Thanks for your well written post. I have a SG of 1.100. Ph is 3.61 and temp is 74 F. I will add 1/2 tsp. dry tannin to 1/4 cup of warm water then add to the must.
Sorry to say that I have already put the two cups of sugar in the must. I'm still perfecting this recipe. It turns out pretty good , but I wanted to improve on it. I may go ahead and start another batch with less sugar , maybe only raise the SG to 1.080. I think the addition of tannin is on the right track.


----------



## salcoco (Feb 24, 2018)

usually tannin added prefermentation is sacrificial and is used to sustain color of the grapes. as you are starting with juice I don't think tannin added prefermentation will be beneficial. I would suggest waiting until wine is clear and stable.then do bench trials. take 10 grams of tannin add to 100ml of water to make a 10% solution.using 375ml samples, for 100ppm add .375ml of solution to sample for 200ppm ad .75ml, 300ppm is 1.125ml. let samples sit for one to two weeks and do taste test to determine best one. then add final amount to large batch. tannin will smooth after aging so wine may taste better after a year.


----------



## Donatelo (Feb 24, 2018)

This wine , like Dragons Blood, is made to drink within 2 months of bottling. It will never make it to a year. I may have to let a batch age for that long ,but it keeps me from sampling the Peach Chardonnay, Gewürztraminer and white Cranberry that I'm trying to stay out of. I'm sure most of us have been there.


----------



## tjgaul (Sep 13, 2018)

I made a 3 gallon batch of Concord from grapes in 2016. I did not have a press at the time so it was a very light hand pressing through a mesh straining bag after only 5 days on the skins. I finished the ferment out to fully dry, back sweetened lightly and bottled just off-dry. It had a rather menthol character to it for several months, but at the 12-16 month mark it made a turn and is now a very nice wine. However, the nose is still dead on Welch's grape jelly!
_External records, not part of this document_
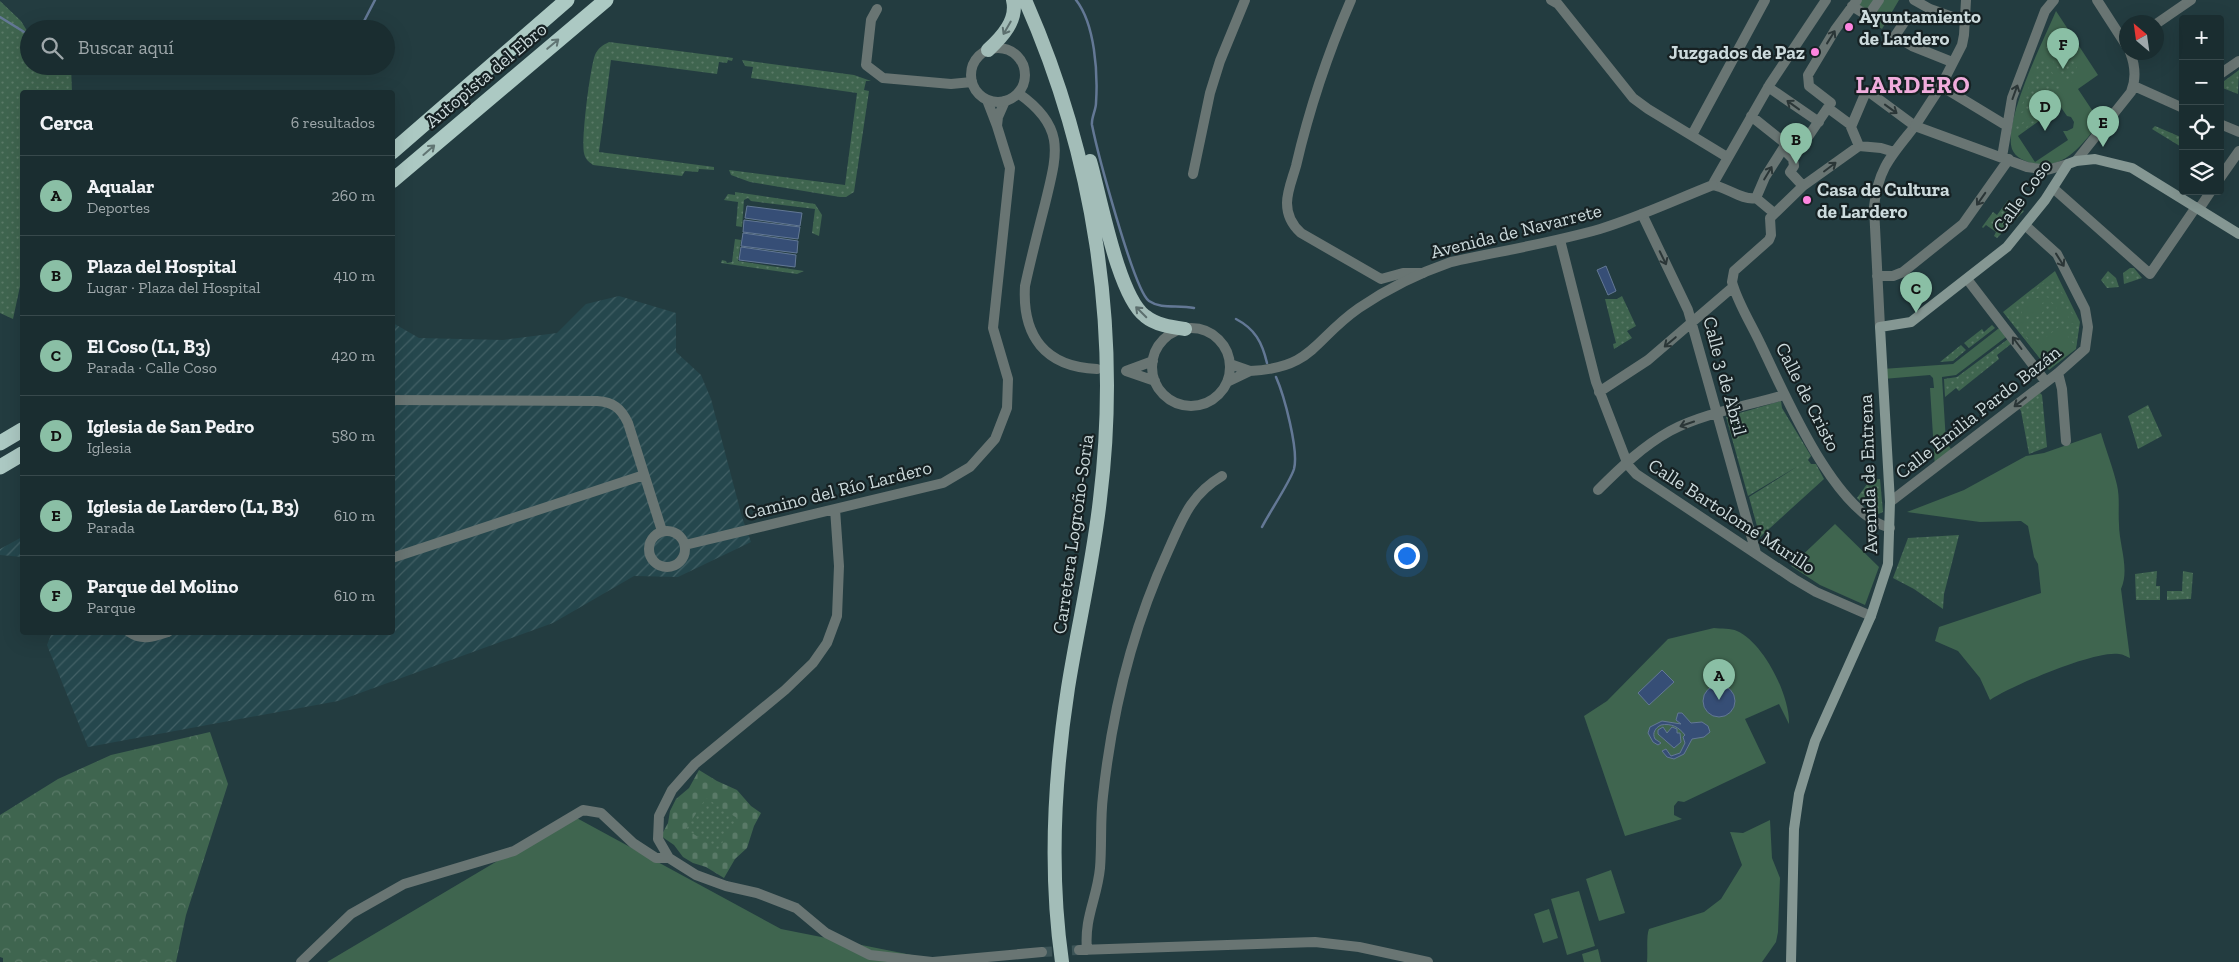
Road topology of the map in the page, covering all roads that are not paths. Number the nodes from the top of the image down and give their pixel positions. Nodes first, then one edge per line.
1 (566, 0) edge
2 (606, 0) edge
3 (1013, 0) edge
4 (1025, 0) edge
5 (1245, 0) edge
6 (1351, 0) edge
7 (1551, 0) edge
8 (1765, 0) edge
9 (1826, 0) edge
10 (1879, 0) edge
11 (1914, 0) edge
12 (1966, 0) edge
13 (2054, 0) edge
14 (2097, 0) edge
15 (2191, 0) edge
16 (1854, 4) edge
17 (877, 9) dead end
18 (1907, 18) dead end
19 (2164, 19) edge
20 (1964, 21) junction
21 (2119, 34) edge
22 (1043, 44) junction
23 (988, 50) junction
24 (2132, 60) edge
25 (2239, 60) edge
26 (1952, 62) junction
27 (2224, 71) edge
28 (972, 82) junction
29 (1941, 86) junction
30 (2134, 86) junction
31 (1768, 87) junction
32 (1018, 93) junction
33 (986, 100) junction
34 (1005, 101) junction
35 (2179, 104) edge
36 (1829, 105) junction
37 (1752, 116) junction
38 (1819, 122) junction
39 (1851, 125) junction
40 (998, 126) junction
41 (1916, 126) junction
42 (2007, 126) junction
43 (2224, 126) edge
44 (2239, 132) edge
45 (1692, 135) junction
46 (1859, 146) junction
47 (395, 149) edge
48 (1784, 150) junction
49 (2239, 151) edge
50 (1894, 152) junction
51 (1727, 157) junction
52 (2005, 158) junction
53 (1793, 159) junction
54 (2072, 162) junction
55 (2224, 172) edge
56 (1193, 174) dead end
57 (395, 178) edge
58 (1713, 185) junction
59 (1803, 186) junction
60 (2053, 188) junction
61 (2208, 195) edge
62 (1756, 198) junction
63 (2197, 208) junction
64 (1777, 212) junction
65 (1642, 214) junction
66 (2026, 226) junction
67 (2239, 234) edge
68 (1560, 240) junction
69 (1423, 273) junction
70 (1877, 276) junction
71 (1967, 279) junction
72 (1733, 287) junction
73 (1692, 323) junction
74 (1880, 327) junction
75 (1185, 329) junction
76 (1153, 361) junction
77 (1230, 364) junction
78 (1097, 370) dead end
79 (1250, 371) junction
80 (2058, 373) junction
81 (1155, 381) junction
82 (1227, 382) junction
83 (2046, 382) junction
84 (1600, 392) junction
85 (1784, 395) junction
86 (395, 400) edge
87 (1717, 414) junction
88 (20, 431) edge
89 (2066, 441) dead end
90 (0, 444) edge
91 (20, 455) edge
92 (1627, 462) junction
93 (0, 467) edge
94 (644, 475) junction
95 (1222, 476) dead end
96 (1598, 490) dead end
97 (1890, 502) junction
98 (835, 509) junction
99 (1890, 528) junction
100 (662, 532) junction
101 (685, 545) junction
102 (1756, 553) junction
103 (395, 557) edge
104 (1871, 616) junction
105 (134, 635) edge
106 (159, 635) edge
107 (669, 858) junction
108 (1042, 952) tunnel mouth
109 (301, 962) edge
110 (932, 962) edge
111 (1062, 962) edge
112 (1428, 962) edge
113 (1791, 962) edge

1 - 47 highway, Autopista del Ebro
57 -> 2 highway, Autopista del Ebro
3 -> 23 highway
4 - 22 highway, Carretera Logroño-Soria
5 - 56 street
6 - 69 street
7 - 45 street
8 - 45 street
9 - 31 street
10 - 16 street
11 - 20 street
12 - 20 street, Avenida de Entrena
42 -> 13 street
14 - 21 street
15 - 19 street
36 -> 16 street
17 - 28 street
18 - 26 street
20 - 26 street, Avenida de Entrena
75 -> 22 highway
22 - 111 highway, Carretera Logroño-Soria
23 - 28 street
23 - 32 street
24 - 30 street
25 - 27 street
26 - 29 street, Avenida de Entrena
28 - 33 street
29 - 41 street, Avenida de Entrena
29 - 42 street
30 - 35 street
30 - 54 street
31 - 37 street
38 -> 31 street
32 - 34 street
32 - 78 street
33 - 34 street
33 - 40 street, Camino del Río Lardero
34 - 40 street
36 - 38 street
36 - 39 street
37 - 48 street
37 - 51 street
38 - 53 street
39 -> 41 street
39 - 46 street
40 - 98 street, Camino del Río Lardero
41 - 50 street, Avenida de Entrena
41 - 52 street
42 - 52 street
43 - 44 street
45 - 51 street
46 - 50 street
59 -> 46 street
48 - 53 street
62 -> 48 street
49 - 55 street
50 - 70 street, Avenida de Entrena
51 - 58 street
52 - 54 street
52 -> 70 street
53 - 59 street
54 - 60 main road, Calle Coso
54 - 63 main road
58 - 62 street
58 - 65 street, Avenida de Navarrete
59 - 64 street
60 - 63 street
60 - 66 main road, Calle Coso
61 - 63 street
62 - 64 street
63 - 67 main road
64 - 72 street
65 - 68 street, Avenida de Navarrete
65 -> 73 street, Calle 3 de Abril
66 - 71 main road, Calle Coso
66 -> 80 street, Calle Emilia Pardo Bazán
68 - 69 street, Avenida de Navarrete
68 - 84 street, Calle Bartolomé Murillo
69 - 79 street, Avenida de Navarrete
70 - 74 street, Avenida de Entrena
71 - 74 main road, Calle Coso
83 -> 71 street
72 - 73 street
72 - 85 street, Calle de Cristo
73 -> 84 street
73 - 87 street, Calle 3 de Abril
74 - 97 main road, Avenida de Entrena
75 - 76 street
75 - 77 street
76 - 81 street
76 - 81 street
77 - 79 street
77 - 82 street
79 - 82 street
80 - 83 street, Calle Emilia Pardo Bazán
80 - 89 street
81 - 82 street
83 -> 97 street, Calle Emilia Pardo Bazán
84 - 92 street, Calle Bartolomé Murillo
85 - 87 street
85 - 99 street, Calle de Cristo
86 - 94 street
87 -> 92 street
87 - 102 street, Calle 3 de Abril
88 - 90 highway
91 - 93 highway
92 - 96 street
92 - 102 street, Calle Bartolomé Murillo
94 - 100 street
94 - 103 street
95 - 112 street
97 - 99 main road, Avenida de Entrena
98 - 101 street, Camino del Río Lardero
98 - 107 street
99 - 104 main road, Avenida de Entrena
100 - 101 street
100 - 101 street
102 - 104 street, Calle Bartolomé Murillo
104 - 113 main road, Avenida de Entrena
105 - 106 street
107 - 109 street
107 - 110 street
108 - 110 street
2017 was a lousy crop for my co-workers vines, but 2018 is shaping up nicely. Going to taste test and measure brix this weekend and should be picking soon. I have a very good crop of wild grapes on my property and I'm thinking I may do a co-ferment with a blend of 70% Concord & 30% Wild grapes. Could be interesting . . . or it could be very scary.


----------



## JustJoe (Sep 14, 2018)

tjgaul said:


> I made a 3 gallon batch of Concord from grapes in 2016. I did not have a press at the time so it was a very light hand pressing through a mesh straining bag after only 5 days on the skins. I finished the ferment out to fully dry, back sweetened lightly and bottled just off-dry. It had a rather menthol character to it for several months, but at the 12-16 month mark it made a turn and is now a very nice wine. However, the nose is still dead on Welch's grape jelly!
> 
> 2017 was a lousy crop for my co-workers vines, but 2018 is shaping up nicely. Going to taste test and measure brix this weekend and should be picking soon. I have a very good crop of wild grapes on my property and I'm thinking I may do a co-ferment with a blend of 70% Concord & 30% Wild grapes. Could be interesting . . . or it could be very scary.


I make a blended wine with 2/3 wild grapes and 1/3 elderberries and it is great. This is the third year and I am finally making enough of it (15 gallons) to let some age reasonably.


----------